[Data provided — start]
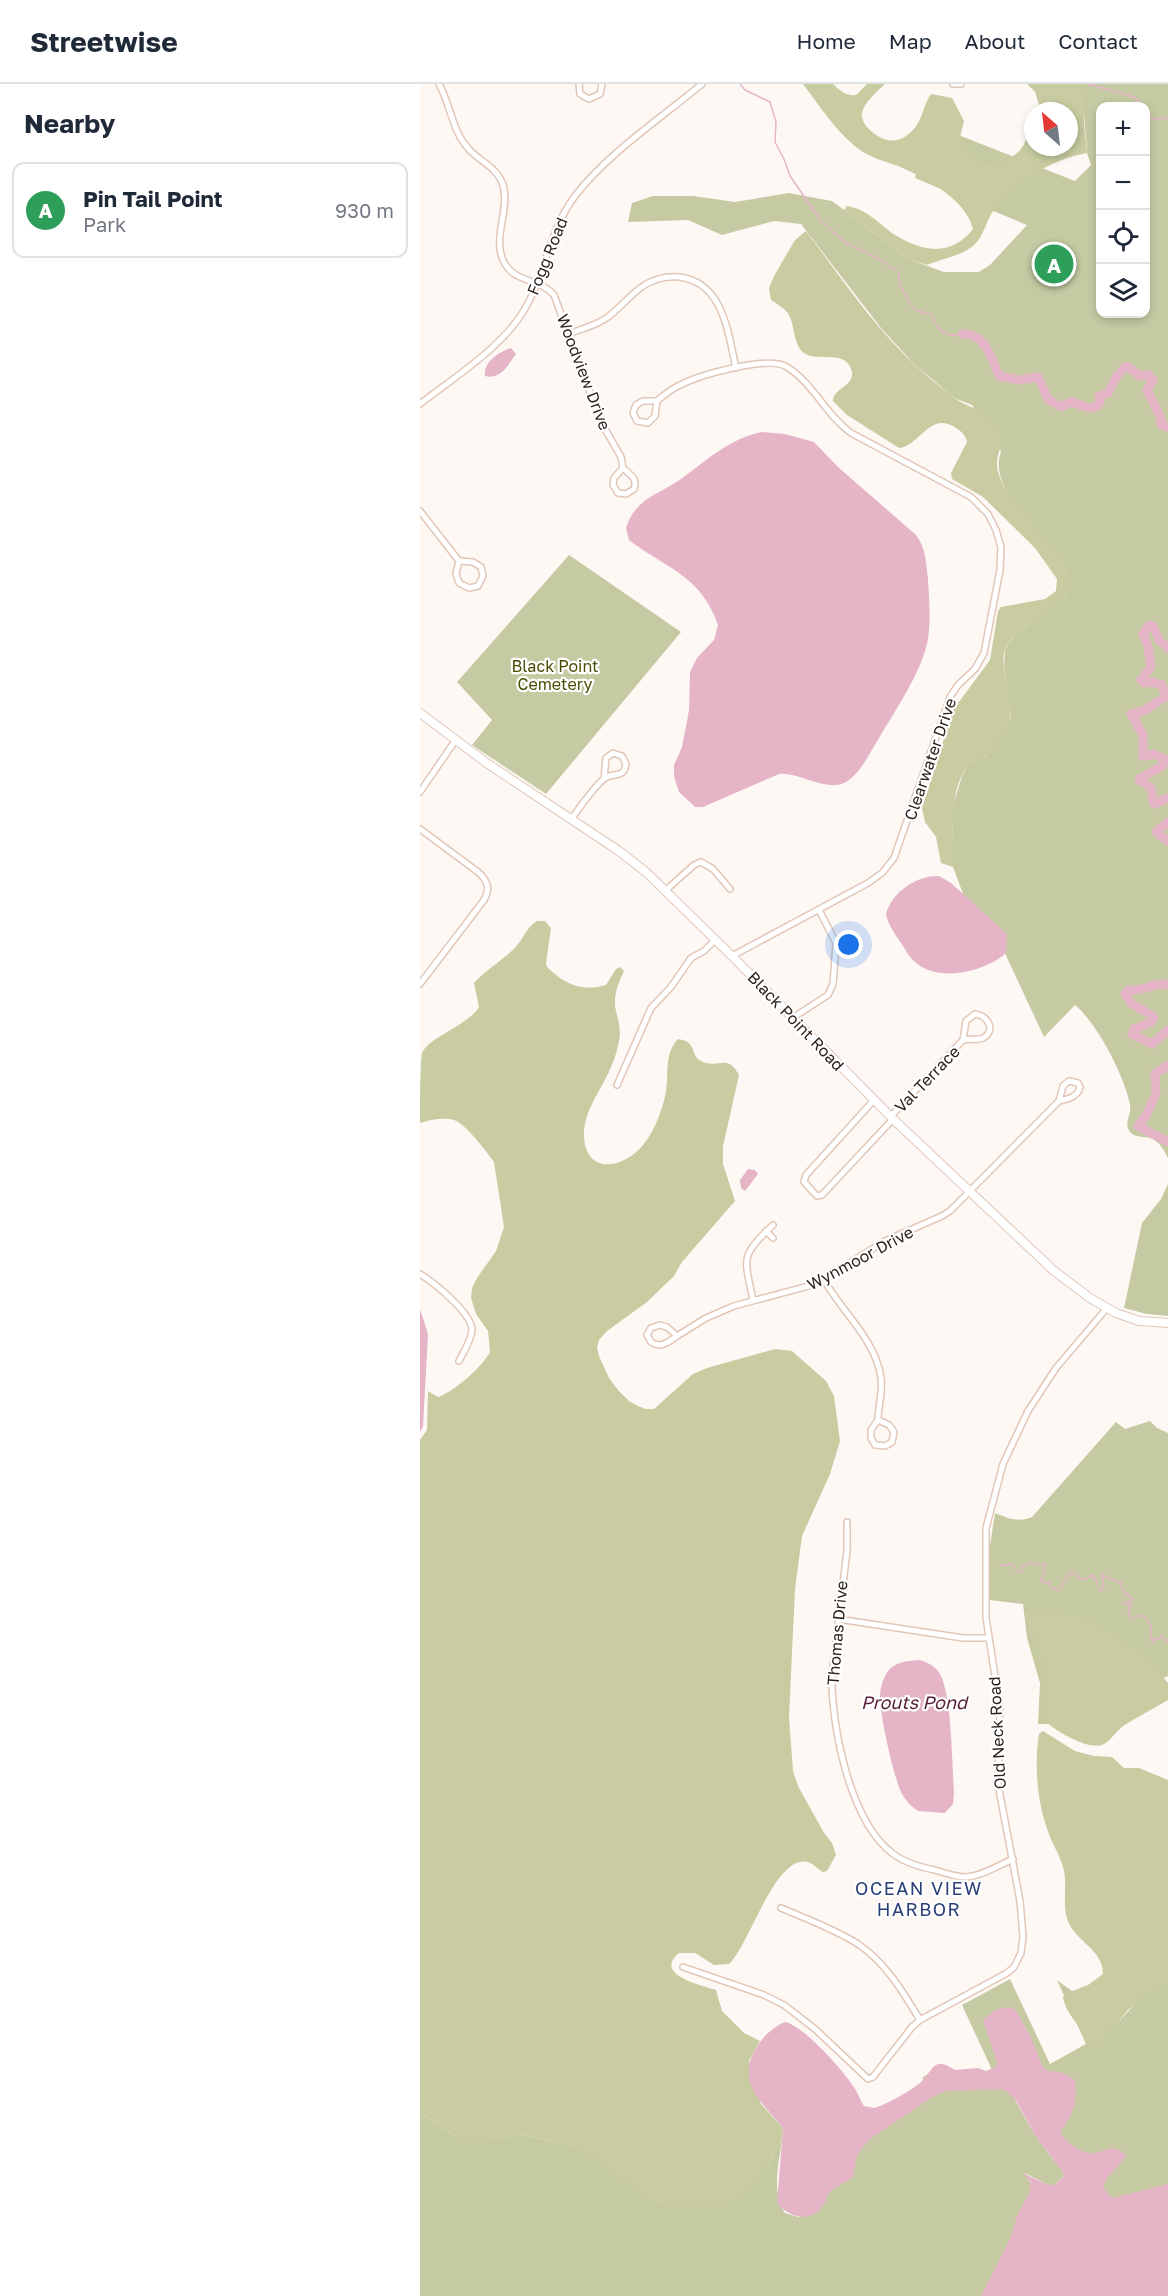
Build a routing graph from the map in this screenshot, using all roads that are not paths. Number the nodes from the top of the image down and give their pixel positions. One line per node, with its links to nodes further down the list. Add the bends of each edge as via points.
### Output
1 (439, 84): 7 (street, Woodview Drive, via 461,140 502,182 503,260 514,274)
2 (579, 84): 3 (street, via 581,96 591,99 600,94)
3 (602, 84)
4 (702, 84): 7 (street, Fogg Road, via 580,190 559,222)
5 (954, 84): 6 (street)
6 (961, 84)
7 (537, 285): 8 (street, Woodview Drive, via 553,293); 11 (street, Fogg Road, via 526,309 505,335)
8 (570, 333): 9 (street, via 606,318 652,281 682,278 700,285 717,302); 12 (street, Woodview Drive, via 601,423 621,457)
9 (736, 368): 10 (street, Clearwater Drive, via 685,383); 23 (street, Clearwater Drive, via 772,362 790,368 851,433 975,501 991,519 1000,542 1000,570 984,653 950,696 899,850 875,878)
10 (657, 401): 10 (street, Clearwater Drive, via 637,403 633,411 636,419 643,423 651,421)
11 (420, 404)
12 (623, 468): 12 (street, Woodview Drive, via 613,483 615,490 624,494 632,490 635,482)
13 (420, 511): 14 (street)
14 (459, 561): 14 (street, via 458,581 467,588 478,586 483,576 481,567)
15 (420, 713): 16 (main road, Black Point Road)
16 (455, 741): 18 (street); 19 (main road, Black Point Road)
17 (603, 779): 17 (street, via 624,771 622,756 613,753 606,758); 19 (street)
18 (420, 792)
19 (571, 819): 22 (main road, Black Point Road)
20 (420, 829): 26 (street, via 478,872 488,886 484,900)
21 (730, 889): 22 (street, via 708,864 701,862)
22 (666, 890): 24 (main road, Black Point Road)
23 (819, 910): 25 (street, Clearwater Drive); 27 (street, via 836,943 833,984 828,995)
24 (716, 939): 25 (main road, Black Point Road); 29 (street, via 691,958 651,1008)
25 (732, 956): 27 (main road, Black Point Road)
26 (420, 984)
27 (794, 1017): 30 (main road, Black Point Road)
28 (963, 1040): 28 (street, Val Terrace, via 985,1036 989,1028 987,1019 977,1014 968,1017); 32 (street, Val Terrace)
29 (617, 1085)
30 (874, 1100): 32 (main road, Black Point Road); 32 (street, Val Terrace, via 806,1175 807,1187 817,1196 822,1195)
31 (1059, 1101): 31 (street, via 1077,1094 1078,1083 1065,1083); 33 (street, Wynmoor Drive)
32 (891, 1118): 33 (main road, Black Point Road)
33 (968, 1191): 38 (street, Wynmoor Drive, via 942,1216 885,1241); 40 (main road, Black Point Road, via 1044,1262)
34 (773, 1225): 35 (street)
35 (766, 1232): 36 (street); 39 (street, via 747,1254)
36 (773, 1238)
37 (420, 1274): 43 (street, via 441,1290 470,1322 470,1339)
38 (824, 1280): 39 (street, Wynmoor Drive); 44 (street, via 876,1359 882,1388)
39 (753, 1300): 42 (street, Wynmoor Drive, via 714,1314)
40 (1107, 1308): 41 (main road, Black Point Road, via 1137,1320); 47 (street, Old Neck Road, via 1044,1385 1003,1464 986,1528)
41 (1168, 1323)
42 (677, 1336): 42 (street, Wynmoor Drive, via 658,1324 647,1335 659,1346)
43 (459, 1361)
44 (878, 1420): 44 (street, via 871,1440 877,1446 887,1446 894,1432)
45 (847, 1522): 46 (street, Thomas Drive)
46 (838, 1619): 47 (street, via 963,1638); 48 (street, Thomas Drive, via 833,1709 853,1794 878,1838 898,1857 962,1876 975,1875)
47 (988, 1638): 48 (street, Old Neck Road, via 1000,1708 998,1784)
48 (1013, 1859): 53 (street, Old Neck Road, via 1023,1937 1019,1960 999,1978)
49 (781, 1908): 53 (street, via 831,1929 864,1949 893,1978)
50 (697, 1963): 52 (street)
51 (683, 1967): 52 (street)
52 (694, 1971): 53 (street, Old Neck Road, via 784,2005 868,2079)
53 (920, 2020)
[Data provided — finish]
- [Exercise instructions]: Which lines of the data contain the string "Terrace"? Copy each of them.

- [Answer space]:
28 (963, 1040): 28 (street, Val Terrace, via 985,1036 989,1028 987,1019 977,1014 968,1017); 32 (street, Val Terrace)
30 (874, 1100): 32 (main road, Black Point Road); 32 (street, Val Terrace, via 806,1175 807,1187 817,1196 822,1195)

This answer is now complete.